Stored data —
━━━━

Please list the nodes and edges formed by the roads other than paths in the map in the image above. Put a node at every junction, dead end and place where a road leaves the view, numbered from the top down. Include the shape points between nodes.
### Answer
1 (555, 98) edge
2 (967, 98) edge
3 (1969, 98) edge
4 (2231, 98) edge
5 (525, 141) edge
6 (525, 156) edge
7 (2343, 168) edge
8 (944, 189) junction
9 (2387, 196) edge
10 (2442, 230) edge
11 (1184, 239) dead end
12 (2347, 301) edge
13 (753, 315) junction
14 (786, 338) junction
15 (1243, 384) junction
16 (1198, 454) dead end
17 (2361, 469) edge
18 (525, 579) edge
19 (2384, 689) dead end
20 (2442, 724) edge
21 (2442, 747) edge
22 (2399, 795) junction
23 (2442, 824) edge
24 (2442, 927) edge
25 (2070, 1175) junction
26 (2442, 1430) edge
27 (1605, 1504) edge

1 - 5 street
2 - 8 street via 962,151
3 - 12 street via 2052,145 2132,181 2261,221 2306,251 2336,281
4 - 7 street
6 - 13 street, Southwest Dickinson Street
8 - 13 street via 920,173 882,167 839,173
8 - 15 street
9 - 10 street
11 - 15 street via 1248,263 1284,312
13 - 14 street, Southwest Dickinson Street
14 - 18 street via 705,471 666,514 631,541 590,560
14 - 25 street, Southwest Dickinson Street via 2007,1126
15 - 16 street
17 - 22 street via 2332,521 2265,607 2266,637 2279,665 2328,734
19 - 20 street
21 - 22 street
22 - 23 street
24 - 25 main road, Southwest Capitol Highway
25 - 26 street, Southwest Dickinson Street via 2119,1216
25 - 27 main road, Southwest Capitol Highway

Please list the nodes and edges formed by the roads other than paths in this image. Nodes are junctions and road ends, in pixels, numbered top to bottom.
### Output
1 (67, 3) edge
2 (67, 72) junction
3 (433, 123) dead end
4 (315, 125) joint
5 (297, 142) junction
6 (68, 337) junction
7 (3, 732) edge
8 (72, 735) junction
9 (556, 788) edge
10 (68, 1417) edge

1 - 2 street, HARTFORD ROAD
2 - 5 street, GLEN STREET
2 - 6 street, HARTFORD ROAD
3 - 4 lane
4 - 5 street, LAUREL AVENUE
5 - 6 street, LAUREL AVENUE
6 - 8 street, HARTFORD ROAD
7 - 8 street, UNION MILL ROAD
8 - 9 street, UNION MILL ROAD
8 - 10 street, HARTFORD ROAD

━━━━

ABOUT THIS EXERCISE — The response should consist of all the entries, copied without any alteration.

OUTPUT —
Please list the nodes and edges formed by the roads other than paths in the map in the image above. Put a node at every junction, dead end and place where a road leaves the view, numbered from the top down. Include the shape points between nodes.
### Answer
1 (555, 98) edge
2 (967, 98) edge
3 (1969, 98) edge
4 (2231, 98) edge
5 (525, 141) edge
6 (525, 156) edge
7 (2343, 168) edge
8 (944, 189) junction
9 (2387, 196) edge
10 (2442, 230) edge
11 (1184, 239) dead end
12 (2347, 301) edge
13 (753, 315) junction
14 (786, 338) junction
15 (1243, 384) junction
16 (1198, 454) dead end
17 (2361, 469) edge
18 (525, 579) edge
19 (2384, 689) dead end
20 (2442, 724) edge
21 (2442, 747) edge
22 (2399, 795) junction
23 (2442, 824) edge
24 (2442, 927) edge
25 (2070, 1175) junction
26 (2442, 1430) edge
27 (1605, 1504) edge

1 - 5 street
2 - 8 street via 962,151
3 - 12 street via 2052,145 2132,181 2261,221 2306,251 2336,281
4 - 7 street
6 - 13 street, Southwest Dickinson Street
8 - 13 street via 920,173 882,167 839,173
8 - 15 street
9 - 10 street
11 - 15 street via 1248,263 1284,312
13 - 14 street, Southwest Dickinson Street
14 - 18 street via 705,471 666,514 631,541 590,560
14 - 25 street, Southwest Dickinson Street via 2007,1126
15 - 16 street
17 - 22 street via 2332,521 2265,607 2266,637 2279,665 2328,734
19 - 20 street
21 - 22 street
22 - 23 street
24 - 25 main road, Southwest Capitol Highway
25 - 26 street, Southwest Dickinson Street via 2119,1216
25 - 27 main road, Southwest Capitol Highway

Please list the nodes and edges formed by the roads other than paths in this image. Nodes are junctions and road ends, in pixels, numbered top to bottom.
### Output
1 (67, 3) edge
2 (67, 72) junction
3 (433, 123) dead end
4 (315, 125) joint
5 (297, 142) junction
6 (68, 337) junction
7 (3, 732) edge
8 (72, 735) junction
9 (556, 788) edge
10 (68, 1417) edge

1 - 2 street, HARTFORD ROAD
2 - 5 street, GLEN STREET
2 - 6 street, HARTFORD ROAD
3 - 4 lane
4 - 5 street, LAUREL AVENUE
5 - 6 street, LAUREL AVENUE
6 - 8 street, HARTFORD ROAD
7 - 8 street, UNION MILL ROAD
8 - 9 street, UNION MILL ROAD
8 - 10 street, HARTFORD ROAD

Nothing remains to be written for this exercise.